**Instructions to follow:** Could every line of the data be printed exactly as it reads?

**Information supplied:**
-----

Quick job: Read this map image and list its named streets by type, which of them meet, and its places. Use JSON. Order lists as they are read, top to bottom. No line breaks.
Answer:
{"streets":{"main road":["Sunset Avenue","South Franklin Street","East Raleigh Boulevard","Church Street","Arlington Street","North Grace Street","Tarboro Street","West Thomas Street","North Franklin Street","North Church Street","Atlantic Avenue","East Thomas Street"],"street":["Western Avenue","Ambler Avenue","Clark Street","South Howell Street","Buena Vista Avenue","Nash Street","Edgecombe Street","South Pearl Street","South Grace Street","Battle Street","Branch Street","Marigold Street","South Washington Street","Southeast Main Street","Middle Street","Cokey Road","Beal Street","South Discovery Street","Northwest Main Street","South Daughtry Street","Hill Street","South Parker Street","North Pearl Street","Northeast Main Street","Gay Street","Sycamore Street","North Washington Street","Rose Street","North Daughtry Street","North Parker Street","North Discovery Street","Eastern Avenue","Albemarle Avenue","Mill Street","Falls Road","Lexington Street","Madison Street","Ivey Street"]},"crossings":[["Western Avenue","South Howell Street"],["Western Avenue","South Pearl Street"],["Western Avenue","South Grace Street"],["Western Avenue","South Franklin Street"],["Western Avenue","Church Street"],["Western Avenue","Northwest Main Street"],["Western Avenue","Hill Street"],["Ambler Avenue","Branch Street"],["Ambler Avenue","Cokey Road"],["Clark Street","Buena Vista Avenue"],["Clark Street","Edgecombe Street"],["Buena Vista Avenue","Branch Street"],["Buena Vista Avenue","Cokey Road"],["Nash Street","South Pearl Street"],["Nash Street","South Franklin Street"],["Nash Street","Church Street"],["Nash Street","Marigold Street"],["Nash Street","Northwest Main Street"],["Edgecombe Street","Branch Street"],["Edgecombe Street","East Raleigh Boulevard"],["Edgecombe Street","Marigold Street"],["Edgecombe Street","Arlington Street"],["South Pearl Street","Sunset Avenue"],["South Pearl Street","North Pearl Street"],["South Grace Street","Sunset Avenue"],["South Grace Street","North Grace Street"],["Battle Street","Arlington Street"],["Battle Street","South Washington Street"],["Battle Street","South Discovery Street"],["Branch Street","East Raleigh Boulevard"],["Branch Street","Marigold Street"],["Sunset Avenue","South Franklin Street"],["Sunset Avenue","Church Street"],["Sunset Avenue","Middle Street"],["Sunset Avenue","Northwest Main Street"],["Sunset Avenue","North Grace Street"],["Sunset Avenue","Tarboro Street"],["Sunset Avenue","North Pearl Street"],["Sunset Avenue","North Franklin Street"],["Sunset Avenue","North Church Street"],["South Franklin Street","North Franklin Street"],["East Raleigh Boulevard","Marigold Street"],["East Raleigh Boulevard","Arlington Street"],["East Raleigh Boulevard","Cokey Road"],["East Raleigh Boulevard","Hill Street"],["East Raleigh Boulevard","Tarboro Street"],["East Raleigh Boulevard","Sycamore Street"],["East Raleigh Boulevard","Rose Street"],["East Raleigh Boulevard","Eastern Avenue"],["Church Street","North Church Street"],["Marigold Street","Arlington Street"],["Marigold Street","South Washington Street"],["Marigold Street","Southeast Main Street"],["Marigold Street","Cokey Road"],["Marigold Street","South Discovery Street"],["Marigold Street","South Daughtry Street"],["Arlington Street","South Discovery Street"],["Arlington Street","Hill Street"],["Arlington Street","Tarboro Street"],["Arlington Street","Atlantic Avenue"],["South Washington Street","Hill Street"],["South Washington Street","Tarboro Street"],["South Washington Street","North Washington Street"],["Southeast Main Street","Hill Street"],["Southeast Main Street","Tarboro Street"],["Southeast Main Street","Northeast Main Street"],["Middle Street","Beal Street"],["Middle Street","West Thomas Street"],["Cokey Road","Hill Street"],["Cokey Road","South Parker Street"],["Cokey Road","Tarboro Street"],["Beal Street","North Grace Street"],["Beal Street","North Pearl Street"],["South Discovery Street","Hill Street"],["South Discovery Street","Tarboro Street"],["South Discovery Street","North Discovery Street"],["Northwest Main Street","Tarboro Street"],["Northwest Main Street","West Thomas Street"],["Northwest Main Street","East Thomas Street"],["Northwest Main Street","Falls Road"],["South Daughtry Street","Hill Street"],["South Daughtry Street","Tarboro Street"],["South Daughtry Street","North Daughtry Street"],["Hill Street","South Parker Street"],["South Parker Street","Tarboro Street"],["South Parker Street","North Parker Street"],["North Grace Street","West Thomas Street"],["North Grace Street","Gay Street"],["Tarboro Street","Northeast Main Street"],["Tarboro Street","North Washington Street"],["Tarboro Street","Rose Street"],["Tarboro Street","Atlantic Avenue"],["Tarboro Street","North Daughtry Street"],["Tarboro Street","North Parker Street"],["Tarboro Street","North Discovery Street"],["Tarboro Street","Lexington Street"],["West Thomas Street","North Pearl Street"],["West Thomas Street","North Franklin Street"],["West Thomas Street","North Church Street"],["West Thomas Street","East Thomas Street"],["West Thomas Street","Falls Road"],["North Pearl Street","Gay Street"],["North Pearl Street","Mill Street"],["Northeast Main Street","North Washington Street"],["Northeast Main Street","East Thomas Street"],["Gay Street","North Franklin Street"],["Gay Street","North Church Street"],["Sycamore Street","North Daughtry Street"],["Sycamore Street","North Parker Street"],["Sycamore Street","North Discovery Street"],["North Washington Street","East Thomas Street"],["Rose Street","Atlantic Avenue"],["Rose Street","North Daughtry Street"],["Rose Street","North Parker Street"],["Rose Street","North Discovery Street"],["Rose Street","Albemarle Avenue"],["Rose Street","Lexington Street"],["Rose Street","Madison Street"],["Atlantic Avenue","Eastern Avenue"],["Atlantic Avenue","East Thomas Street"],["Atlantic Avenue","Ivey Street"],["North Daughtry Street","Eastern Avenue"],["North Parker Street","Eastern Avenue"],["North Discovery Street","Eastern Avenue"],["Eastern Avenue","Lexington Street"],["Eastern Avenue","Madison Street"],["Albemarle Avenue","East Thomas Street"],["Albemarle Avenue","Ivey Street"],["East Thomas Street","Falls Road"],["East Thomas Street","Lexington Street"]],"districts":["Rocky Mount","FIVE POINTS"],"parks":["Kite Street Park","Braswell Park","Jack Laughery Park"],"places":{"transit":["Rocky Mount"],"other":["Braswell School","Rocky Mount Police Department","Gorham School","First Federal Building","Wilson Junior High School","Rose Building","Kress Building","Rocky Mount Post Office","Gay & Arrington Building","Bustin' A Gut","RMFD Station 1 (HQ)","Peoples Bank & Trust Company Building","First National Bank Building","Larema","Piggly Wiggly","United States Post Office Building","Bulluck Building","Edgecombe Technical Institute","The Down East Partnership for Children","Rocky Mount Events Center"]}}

-----

**Solution:**
Quick job: Read this map image and list its named streets by type, which of them meet, and its places. Use JSON. Order lists as they are read, top to bottom. No line breaks.
Answer:
{"streets":{"main road":["Sunset Avenue","South Franklin Street","East Raleigh Boulevard","Church Street","Arlington Street","North Grace Street","Tarboro Street","West Thomas Street","North Franklin Street","North Church Street","Atlantic Avenue","East Thomas Street"],"street":["Western Avenue","Ambler Avenue","Clark Street","South Howell Street","Buena Vista Avenue","Nash Street","Edgecombe Street","South Pearl Street","South Grace Street","Battle Street","Branch Street","Marigold Street","South Washington Street","Southeast Main Street","Middle Street","Cokey Road","Beal Street","South Discovery Street","Northwest Main Street","South Daughtry Street","Hill Street","South Parker Street","North Pearl Street","Northeast Main Street","Gay Street","Sycamore Street","North Washington Street","Rose Street","North Daughtry Street","North Parker Street","North Discovery Street","Eastern Avenue","Albemarle Avenue","Mill Street","Falls Road","Lexington Street","Madison Street","Ivey Street"]},"crossings":[["Western Avenue","South Howell Street"],["Western Avenue","South Pearl Street"],["Western Avenue","South Grace Street"],["Western Avenue","South Franklin Street"],["Western Avenue","Church Street"],["Western Avenue","Northwest Main Street"],["Western Avenue","Hill Street"],["Ambler Avenue","Branch Street"],["Ambler Avenue","Cokey Road"],["Clark Street","Buena Vista Avenue"],["Clark Street","Edgecombe Street"],["Buena Vista Avenue","Branch Street"],["Buena Vista Avenue","Cokey Road"],["Nash Street","South Pearl Street"],["Nash Street","South Franklin Street"],["Nash Street","Church Street"],["Nash Street","Marigold Street"],["Nash Street","Northwest Main Street"],["Edgecombe Street","Branch Street"],["Edgecombe Street","East Raleigh Boulevard"],["Edgecombe Street","Marigold Street"],["Edgecombe Street","Arlington Street"],["South Pearl Street","Sunset Avenue"],["South Pearl Street","North Pearl Street"],["South Grace Street","Sunset Avenue"],["South Grace Street","North Grace Street"],["Battle Street","Arlington Street"],["Battle Street","South Washington Street"],["Battle Street","South Discovery Street"],["Branch Street","East Raleigh Boulevard"],["Branch Street","Marigold Street"],["Sunset Avenue","South Franklin Street"],["Sunset Avenue","Church Street"],["Sunset Avenue","Middle Street"],["Sunset Avenue","Northwest Main Street"],["Sunset Avenue","North Grace Street"],["Sunset Avenue","Tarboro Street"],["Sunset Avenue","North Pearl Street"],["Sunset Avenue","North Franklin Street"],["Sunset Avenue","North Church Street"],["South Franklin Street","North Franklin Street"],["East Raleigh Boulevard","Marigold Street"],["East Raleigh Boulevard","Arlington Street"],["East Raleigh Boulevard","Cokey Road"],["East Raleigh Boulevard","Hill Street"],["East Raleigh Boulevard","Tarboro Street"],["East Raleigh Boulevard","Sycamore Street"],["East Raleigh Boulevard","Rose Street"],["East Raleigh Boulevard","Eastern Avenue"],["Church Street","North Church Street"],["Marigold Street","Arlington Street"],["Marigold Street","South Washington Street"],["Marigold Street","Southeast Main Street"],["Marigold Street","Cokey Road"],["Marigold Street","South Discovery Street"],["Marigold Street","South Daughtry Street"],["Arlington Street","South Discovery Street"],["Arlington Street","Hill Street"],["Arlington Street","Tarboro Street"],["Arlington Street","Atlantic Avenue"],["South Washington Street","Hill Street"],["South Washington Street","Tarboro Street"],["South Washington Street","North Washington Street"],["Southeast Main Street","Hill Street"],["Southeast Main Street","Tarboro Street"],["Southeast Main Street","Northeast Main Street"],["Middle Street","Beal Street"],["Middle Street","West Thomas Street"],["Cokey Road","Hill Street"],["Cokey Road","South Parker Street"],["Cokey Road","Tarboro Street"],["Beal Street","North Grace Street"],["Beal Street","North Pearl Street"],["South Discovery Street","Hill Street"],["South Discovery Street","Tarboro Street"],["South Discovery Street","North Discovery Street"],["Northwest Main Street","Tarboro Street"],["Northwest Main Street","West Thomas Street"],["Northwest Main Street","East Thomas Street"],["Northwest Main Street","Falls Road"],["South Daughtry Street","Hill Street"],["South Daughtry Street","Tarboro Street"],["South Daughtry Street","North Daughtry Street"],["Hill Street","South Parker Street"],["South Parker Street","Tarboro Street"],["South Parker Street","North Parker Street"],["North Grace Street","West Thomas Street"],["North Grace Street","Gay Street"],["Tarboro Street","Northeast Main Street"],["Tarboro Street","North Washington Street"],["Tarboro Street","Rose Street"],["Tarboro Street","Atlantic Avenue"],["Tarboro Street","North Daughtry Street"],["Tarboro Street","North Parker Street"],["Tarboro Street","North Discovery Street"],["Tarboro Street","Lexington Street"],["West Thomas Street","North Pearl Street"],["West Thomas Street","North Franklin Street"],["West Thomas Street","North Church Street"],["West Thomas Street","East Thomas Street"],["West Thomas Street","Falls Road"],["North Pearl Street","Gay Street"],["North Pearl Street","Mill Street"],["Northeast Main Street","North Washington Street"],["Northeast Main Street","East Thomas Street"],["Gay Street","North Franklin Street"],["Gay Street","North Church Street"],["Sycamore Street","North Daughtry Street"],["Sycamore Street","North Parker Street"],["Sycamore Street","North Discovery Street"],["North Washington Street","East Thomas Street"],["Rose Street","Atlantic Avenue"],["Rose Street","North Daughtry Street"],["Rose Street","North Parker Street"],["Rose Street","North Discovery Street"],["Rose Street","Albemarle Avenue"],["Rose Street","Lexington Street"],["Rose Street","Madison Street"],["Atlantic Avenue","Eastern Avenue"],["Atlantic Avenue","East Thomas Street"],["Atlantic Avenue","Ivey Street"],["North Daughtry Street","Eastern Avenue"],["North Parker Street","Eastern Avenue"],["North Discovery Street","Eastern Avenue"],["Eastern Avenue","Lexington Street"],["Eastern Avenue","Madison Street"],["Albemarle Avenue","East Thomas Street"],["Albemarle Avenue","Ivey Street"],["East Thomas Street","Falls Road"],["East Thomas Street","Lexington Street"]],"districts":["Rocky Mount","FIVE POINTS"],"parks":["Kite Street Park","Braswell Park","Jack Laughery Park"],"places":{"transit":["Rocky Mount"],"other":["Braswell School","Rocky Mount Police Department","Gorham School","First Federal Building","Wilson Junior High School","Rose Building","Kress Building","Rocky Mount Post Office","Gay & Arrington Building","Bustin' A Gut","RMFD Station 1 (HQ)","Peoples Bank & Trust Company Building","First National Bank Building","Larema","Piggly Wiggly","United States Post Office Building","Bulluck Building","Edgecombe Technical Institute","The Down East Partnership for Children","Rocky Mount Events Center"]}}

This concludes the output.